What isn’t working in this movie is the story structure of acts one and two. It plays out more like a series of vignettes rather than a cohesive narrative, although I really don’t know how you do any better, given that you have to get six different people in the same place. Whedon uses Loki as his means of bringing out each Avenger, giving them all a scene opposite Hiddleston, who plays Loki with a scary mix of confidence, aloofness and insanity. He’s a great villain and Hiddleston is clearly having a ball playing him, which makes him incredibly fun to watch. His best scene is easily the confrontation between Loki and the Black Widow, and damn if Johansson doesn’t really deliver as the uber-spy Natasha. They’re clearly sowing seeds for a potential Black Widow movie, and while I don’t think we need it, I’d watch it if Whedon was in charge. Things even out in act three, though, as the Avengers get to New York to try and stop Loki’s space army. I cannot stress enough how amazing the assault on New York is. Each Avenger has a chance to shine and everyone, even the ridiculous bow-and-arrow-wielding Hawkeye, contributes in a meaningful way. And for all the chaos that is raining down, the action is executed clearly—it isn’t a headache-inducing mess like Transformers.
Act three is also when the two Avengers who struggle most with characterization get their shit together and deliver, that being Chris Evans as Captain America and Renner as Hawkeye. Captain America is a challenge because he’s so boring and such a do-gooder that there’s no internal conflict from which to derive drama. Evans does his level best through the first half of the movie but it’s only when Cap begins clicking along with Stark that he feels like a fully realized character. There’s just a hint of sarcasm in Evans’ delivery when he deals with Stark that serves Cap well and should be remembered for Captain America 2. Letting the inner cranky old man out of Cap makes him more interesting. As for Hawkeye, when he is finally back in his right mind, Renner delivers as a stone-cold assassin fueled by a well of cold rage. I don’t think I’d want to see a Hawkeye movie, but as a dude who lurks on the periphery he’s very effective.

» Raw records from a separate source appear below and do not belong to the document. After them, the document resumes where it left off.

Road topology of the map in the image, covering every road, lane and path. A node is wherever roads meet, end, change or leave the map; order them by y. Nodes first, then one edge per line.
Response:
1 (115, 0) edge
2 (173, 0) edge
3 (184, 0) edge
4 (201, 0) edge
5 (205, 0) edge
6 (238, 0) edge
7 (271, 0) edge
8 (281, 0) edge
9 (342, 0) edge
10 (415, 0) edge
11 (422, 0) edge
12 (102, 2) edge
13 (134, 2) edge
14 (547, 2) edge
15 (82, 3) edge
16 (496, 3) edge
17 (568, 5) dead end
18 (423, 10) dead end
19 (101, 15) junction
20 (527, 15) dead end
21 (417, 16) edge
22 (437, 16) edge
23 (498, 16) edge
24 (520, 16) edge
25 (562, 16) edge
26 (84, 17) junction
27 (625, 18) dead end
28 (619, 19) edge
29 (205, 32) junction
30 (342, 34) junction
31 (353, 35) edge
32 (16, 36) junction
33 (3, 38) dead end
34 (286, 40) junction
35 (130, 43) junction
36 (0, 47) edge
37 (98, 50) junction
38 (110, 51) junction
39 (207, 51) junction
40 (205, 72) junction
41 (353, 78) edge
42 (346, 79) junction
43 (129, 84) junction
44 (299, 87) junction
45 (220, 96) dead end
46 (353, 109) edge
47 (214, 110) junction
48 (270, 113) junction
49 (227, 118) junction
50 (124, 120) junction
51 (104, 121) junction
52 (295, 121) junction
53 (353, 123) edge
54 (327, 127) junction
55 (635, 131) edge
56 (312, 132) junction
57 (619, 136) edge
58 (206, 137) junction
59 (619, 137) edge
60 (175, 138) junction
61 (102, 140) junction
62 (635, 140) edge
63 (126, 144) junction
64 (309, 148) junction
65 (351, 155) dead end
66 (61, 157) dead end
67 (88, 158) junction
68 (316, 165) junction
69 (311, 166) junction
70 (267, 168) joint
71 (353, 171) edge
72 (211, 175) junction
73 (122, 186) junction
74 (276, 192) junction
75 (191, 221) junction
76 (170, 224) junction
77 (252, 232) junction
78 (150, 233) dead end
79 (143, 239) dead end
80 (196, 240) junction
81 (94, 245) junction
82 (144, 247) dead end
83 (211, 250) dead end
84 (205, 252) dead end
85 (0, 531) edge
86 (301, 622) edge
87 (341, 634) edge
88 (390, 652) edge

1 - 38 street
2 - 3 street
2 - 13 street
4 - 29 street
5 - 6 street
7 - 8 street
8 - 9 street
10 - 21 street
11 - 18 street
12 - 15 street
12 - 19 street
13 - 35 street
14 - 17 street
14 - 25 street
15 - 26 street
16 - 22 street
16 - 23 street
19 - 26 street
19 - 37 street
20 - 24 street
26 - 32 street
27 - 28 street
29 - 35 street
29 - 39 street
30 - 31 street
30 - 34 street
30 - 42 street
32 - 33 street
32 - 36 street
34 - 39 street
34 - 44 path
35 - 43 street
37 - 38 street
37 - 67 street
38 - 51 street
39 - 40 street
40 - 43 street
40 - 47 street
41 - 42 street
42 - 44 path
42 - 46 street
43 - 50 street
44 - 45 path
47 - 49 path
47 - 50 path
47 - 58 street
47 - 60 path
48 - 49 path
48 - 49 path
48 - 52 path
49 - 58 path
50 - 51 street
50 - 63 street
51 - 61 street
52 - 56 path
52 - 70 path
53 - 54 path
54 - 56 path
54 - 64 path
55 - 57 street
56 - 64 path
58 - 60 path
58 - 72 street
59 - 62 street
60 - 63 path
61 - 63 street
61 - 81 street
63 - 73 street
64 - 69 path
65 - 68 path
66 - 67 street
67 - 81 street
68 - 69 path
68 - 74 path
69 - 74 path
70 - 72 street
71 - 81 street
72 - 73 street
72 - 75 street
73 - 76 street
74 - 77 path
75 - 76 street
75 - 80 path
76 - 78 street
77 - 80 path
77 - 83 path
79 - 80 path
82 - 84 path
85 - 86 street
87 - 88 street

But, as is always the case with RDJ, it’s Tony Stark who rules the roost. He is at his sarcastic, bitchy best, and even manages a little character arc that sets up Iron Man 3 without being obnoxious. And RDJ was right—bringing in Pepper Potts (Gwyneth Paltrow) was a good call as she humanizes Stark and makes him more relatable. Without her he’d be an insufferable know-it-all but at key moments Stark turns to Pepper and reveals the traumatized man underneath the armor both real and emotional. His storyline is easily the most satisfying of the movie, mostly because Stark is one of those internal-conflict characters that is capable of creating his own drama. He doesn’t need Loki or anyone else to propel his actions. Stealing the show, though, is Ruffalo as Bruce Banner. Like Hawkeye and Widow, I don’t think I need a Ruffalo/Hulk movie (although I’m sure we’ll get one anyway), but as an ensemble player Ruffalo is a stand-out.
The Avengers is awesome. It’s not perfect but it is damn good and is hella fun. That this movie works at all is a testament to Joss Whedon’s skill, but that it is also genuinely funny, sincerely heartfelt and some of the best ass-kickery you’ll see on screen is what makes it more than just a superhero movie. It is THE superhero movie.